To say I was unprepared for the impact of losing such a central personality in my life would be the understatement of the year. Surprise attacks are launched against the emotions at the most unexpected times: when a dinner companion orders a flavor of ice cream Dad liked, when a certain football commentator pops onto the television screen, when a colleague recounts some obscure anecdote about the Civil War, or when a uniquely ugly General Motors product sputters by on the road (Dad worked for Ford for nearly 40 years). It is then that the sound of his voice, the smile on face, or the feel of his arm around your shoulder comes rushing back and you find your eyes watering up out of nowhere.

It’s frightening, though, how quickly the memory can forget some things about the ones closest to us, and how much of a struggle it can be to let it go. But go it does, and the pain of the loss is as sharp and interminable as a nagging toothache that never goes away. When I walk into the spare bedroom in my house where Dad frequently stayed when he was sick, I can feel his presence as if he were still suffering there in bed, and I think, “Dad, I miss you.” But then guilt and self-doubt strike. Did I miss you yesterday? Did I even think about you yesterday? Is the memory of you beginning to fade already? Am I sometimes still too busy with work to reserve even a few precious seconds every single day for the man who gave me life? God knows I neglected him enough as his life slowed down and mine sped up. The Harry Chapin song “Cats in the Cradle” is sad to millions for a reason.

This time of year is a season of anniversaries, with a heartbreaking memorial practically every week: Dad’s initial cancer prognosis; the surgery to remove the grapefruit-sized tumor in his head; slight recovery and false hope for some good days ahead; numerous hospital stays; moving him around with siblings; a trip to the emergency room; brief rebound; permanent transition to a wheelchair; a spinal tap; another trip to the emergency room; pneumonia; long, continual decline; refusing a doctor’s request for another spinal tap; short stay at a hospice; pneumonia a second time; final agony on the morning he died. As the days of this summer get longer, we are haunted by memories of when Dad’s days became fewer.

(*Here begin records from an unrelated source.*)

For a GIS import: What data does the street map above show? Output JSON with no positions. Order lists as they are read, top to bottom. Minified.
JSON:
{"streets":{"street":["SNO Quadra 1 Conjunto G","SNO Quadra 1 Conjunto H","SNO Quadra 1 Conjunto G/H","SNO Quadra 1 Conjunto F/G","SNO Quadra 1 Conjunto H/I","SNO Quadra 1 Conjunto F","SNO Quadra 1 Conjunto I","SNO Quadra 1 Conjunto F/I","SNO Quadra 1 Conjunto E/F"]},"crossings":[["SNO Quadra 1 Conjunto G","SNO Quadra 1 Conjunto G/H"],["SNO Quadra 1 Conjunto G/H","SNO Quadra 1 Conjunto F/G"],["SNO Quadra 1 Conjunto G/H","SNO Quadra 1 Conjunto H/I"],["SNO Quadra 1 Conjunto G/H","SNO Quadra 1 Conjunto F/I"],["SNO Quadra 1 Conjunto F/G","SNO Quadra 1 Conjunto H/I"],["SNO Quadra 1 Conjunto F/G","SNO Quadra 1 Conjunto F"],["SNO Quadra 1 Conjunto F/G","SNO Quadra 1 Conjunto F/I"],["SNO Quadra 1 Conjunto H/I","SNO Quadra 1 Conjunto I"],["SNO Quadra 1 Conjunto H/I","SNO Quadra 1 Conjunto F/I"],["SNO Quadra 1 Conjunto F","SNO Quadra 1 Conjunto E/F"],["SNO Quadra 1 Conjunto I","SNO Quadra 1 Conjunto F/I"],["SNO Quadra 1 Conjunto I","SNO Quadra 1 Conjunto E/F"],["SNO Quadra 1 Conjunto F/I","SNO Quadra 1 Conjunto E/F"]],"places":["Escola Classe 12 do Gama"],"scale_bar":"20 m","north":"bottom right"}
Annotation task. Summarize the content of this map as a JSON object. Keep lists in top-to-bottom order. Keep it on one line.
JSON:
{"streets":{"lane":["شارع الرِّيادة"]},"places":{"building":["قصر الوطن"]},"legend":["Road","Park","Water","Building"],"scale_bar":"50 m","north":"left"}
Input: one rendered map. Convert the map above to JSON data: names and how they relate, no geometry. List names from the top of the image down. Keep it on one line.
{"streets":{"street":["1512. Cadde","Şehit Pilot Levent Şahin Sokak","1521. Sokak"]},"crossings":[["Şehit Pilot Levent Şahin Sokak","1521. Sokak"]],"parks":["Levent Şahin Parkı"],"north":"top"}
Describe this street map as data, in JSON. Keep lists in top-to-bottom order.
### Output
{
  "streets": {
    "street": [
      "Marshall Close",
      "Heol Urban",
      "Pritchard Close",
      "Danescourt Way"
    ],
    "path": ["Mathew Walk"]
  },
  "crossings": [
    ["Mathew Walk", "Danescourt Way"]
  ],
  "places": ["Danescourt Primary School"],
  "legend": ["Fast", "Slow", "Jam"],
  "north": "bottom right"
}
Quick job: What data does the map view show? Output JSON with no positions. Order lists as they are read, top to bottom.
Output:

There was some comfort at the end, mostly in the ancient rituals of our Catholic faith: Mass frequently, final Confession during his last Sunday of lucidity, and Last Rites several times when it looked like the end had come. Our father had a strand of old world religion in his DNA that switched on as his body was switching off: an unflinching belief that kicked in and signaled that the time had come to get ready to meet his maker. Beyond what we hope is their salvific role, the timelessness of the sacraments also reminded of a more generic truth about the importance of tradition in the ongoing cycle of life. The same drama goes down every day, but in God’s plan, we all have a unique part to play in the world and the lives of others until we breathe our last breaths. 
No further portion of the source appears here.